### YOUR GOAL
Across the listing below, count the lines holding "Buller". State the number and nothing more.

### AVAILABLE RECORDS
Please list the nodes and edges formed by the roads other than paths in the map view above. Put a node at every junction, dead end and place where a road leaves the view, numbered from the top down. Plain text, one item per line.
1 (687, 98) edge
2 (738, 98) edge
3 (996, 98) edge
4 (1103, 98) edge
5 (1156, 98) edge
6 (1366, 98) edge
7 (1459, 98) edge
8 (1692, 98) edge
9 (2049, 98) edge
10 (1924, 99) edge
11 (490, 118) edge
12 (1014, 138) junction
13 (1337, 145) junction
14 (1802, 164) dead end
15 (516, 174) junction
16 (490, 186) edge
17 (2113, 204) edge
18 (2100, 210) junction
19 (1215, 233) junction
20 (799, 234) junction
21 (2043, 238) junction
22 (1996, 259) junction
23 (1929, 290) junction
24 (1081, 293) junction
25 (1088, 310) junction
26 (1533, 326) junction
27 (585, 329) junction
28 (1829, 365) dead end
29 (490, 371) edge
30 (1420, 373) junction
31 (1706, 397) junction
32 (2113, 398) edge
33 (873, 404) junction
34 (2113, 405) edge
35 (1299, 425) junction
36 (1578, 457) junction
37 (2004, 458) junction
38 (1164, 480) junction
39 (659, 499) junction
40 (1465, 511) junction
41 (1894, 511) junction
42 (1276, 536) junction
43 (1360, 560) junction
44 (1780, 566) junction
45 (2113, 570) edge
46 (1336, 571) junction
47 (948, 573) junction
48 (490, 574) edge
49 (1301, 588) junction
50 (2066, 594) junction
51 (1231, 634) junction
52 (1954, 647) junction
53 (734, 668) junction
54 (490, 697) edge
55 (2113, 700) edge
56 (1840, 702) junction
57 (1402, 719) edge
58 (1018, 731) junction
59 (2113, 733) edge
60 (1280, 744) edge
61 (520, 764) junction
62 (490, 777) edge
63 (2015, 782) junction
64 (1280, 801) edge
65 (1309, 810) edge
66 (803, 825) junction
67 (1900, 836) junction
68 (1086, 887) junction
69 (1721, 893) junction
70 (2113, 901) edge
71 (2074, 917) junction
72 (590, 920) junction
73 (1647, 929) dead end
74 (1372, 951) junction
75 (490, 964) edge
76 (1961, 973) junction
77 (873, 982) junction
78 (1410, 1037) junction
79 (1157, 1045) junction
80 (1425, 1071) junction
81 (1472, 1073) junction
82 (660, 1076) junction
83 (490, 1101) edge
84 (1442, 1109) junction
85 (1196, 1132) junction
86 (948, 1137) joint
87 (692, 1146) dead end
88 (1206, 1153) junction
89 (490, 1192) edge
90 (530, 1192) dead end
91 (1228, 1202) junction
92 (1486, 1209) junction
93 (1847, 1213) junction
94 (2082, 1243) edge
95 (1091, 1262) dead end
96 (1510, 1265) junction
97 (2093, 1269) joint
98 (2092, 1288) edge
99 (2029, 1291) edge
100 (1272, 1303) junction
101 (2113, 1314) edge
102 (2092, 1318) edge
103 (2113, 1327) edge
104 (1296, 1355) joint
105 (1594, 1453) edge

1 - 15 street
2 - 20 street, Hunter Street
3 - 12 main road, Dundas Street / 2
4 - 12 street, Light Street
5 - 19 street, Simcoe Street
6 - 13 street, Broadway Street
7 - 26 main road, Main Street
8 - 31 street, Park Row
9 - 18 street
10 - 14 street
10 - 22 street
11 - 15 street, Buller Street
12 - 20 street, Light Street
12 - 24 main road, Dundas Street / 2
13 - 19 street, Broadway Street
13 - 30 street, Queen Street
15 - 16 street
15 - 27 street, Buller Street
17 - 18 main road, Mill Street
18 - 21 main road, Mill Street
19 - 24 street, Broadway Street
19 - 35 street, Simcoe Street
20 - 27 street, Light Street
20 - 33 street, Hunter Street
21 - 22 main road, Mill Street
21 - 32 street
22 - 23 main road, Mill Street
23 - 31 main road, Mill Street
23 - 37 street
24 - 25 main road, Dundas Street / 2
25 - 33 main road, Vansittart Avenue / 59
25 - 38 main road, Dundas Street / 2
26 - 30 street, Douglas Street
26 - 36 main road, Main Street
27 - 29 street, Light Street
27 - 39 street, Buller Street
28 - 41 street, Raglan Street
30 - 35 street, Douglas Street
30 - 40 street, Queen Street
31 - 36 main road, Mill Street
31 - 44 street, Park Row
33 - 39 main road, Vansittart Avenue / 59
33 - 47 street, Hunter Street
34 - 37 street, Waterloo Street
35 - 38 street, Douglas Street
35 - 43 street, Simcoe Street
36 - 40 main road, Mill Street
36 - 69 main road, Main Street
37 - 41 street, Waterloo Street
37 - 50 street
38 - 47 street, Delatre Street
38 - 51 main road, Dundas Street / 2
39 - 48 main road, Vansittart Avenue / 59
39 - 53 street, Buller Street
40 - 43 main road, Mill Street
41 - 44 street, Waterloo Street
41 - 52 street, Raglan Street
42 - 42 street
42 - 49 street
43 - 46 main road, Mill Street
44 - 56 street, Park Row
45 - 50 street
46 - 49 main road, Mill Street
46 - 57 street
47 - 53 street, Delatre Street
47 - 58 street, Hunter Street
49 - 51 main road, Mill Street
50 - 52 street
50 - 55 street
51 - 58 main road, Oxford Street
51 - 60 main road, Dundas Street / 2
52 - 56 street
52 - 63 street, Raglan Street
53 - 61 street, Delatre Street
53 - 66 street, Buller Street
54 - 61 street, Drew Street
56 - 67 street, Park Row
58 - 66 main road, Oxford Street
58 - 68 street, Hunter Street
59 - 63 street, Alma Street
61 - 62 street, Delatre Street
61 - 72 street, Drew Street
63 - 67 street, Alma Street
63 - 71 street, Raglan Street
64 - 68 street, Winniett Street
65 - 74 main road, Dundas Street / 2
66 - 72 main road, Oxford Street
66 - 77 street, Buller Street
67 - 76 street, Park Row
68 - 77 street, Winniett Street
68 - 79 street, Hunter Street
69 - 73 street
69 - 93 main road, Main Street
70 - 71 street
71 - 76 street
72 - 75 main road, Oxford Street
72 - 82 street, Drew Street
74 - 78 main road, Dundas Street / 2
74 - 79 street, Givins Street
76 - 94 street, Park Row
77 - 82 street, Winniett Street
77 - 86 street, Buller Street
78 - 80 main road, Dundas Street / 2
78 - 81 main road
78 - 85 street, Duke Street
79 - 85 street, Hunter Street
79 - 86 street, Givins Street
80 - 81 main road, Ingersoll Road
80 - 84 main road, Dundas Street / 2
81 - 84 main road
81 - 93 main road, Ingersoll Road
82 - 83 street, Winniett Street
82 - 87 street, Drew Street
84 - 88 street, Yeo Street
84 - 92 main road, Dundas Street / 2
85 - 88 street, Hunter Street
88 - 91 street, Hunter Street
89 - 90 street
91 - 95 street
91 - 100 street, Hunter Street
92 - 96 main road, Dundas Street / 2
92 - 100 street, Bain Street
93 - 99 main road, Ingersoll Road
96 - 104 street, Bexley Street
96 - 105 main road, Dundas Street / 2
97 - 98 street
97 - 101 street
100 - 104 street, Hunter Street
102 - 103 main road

### WRITTEN REPLY
7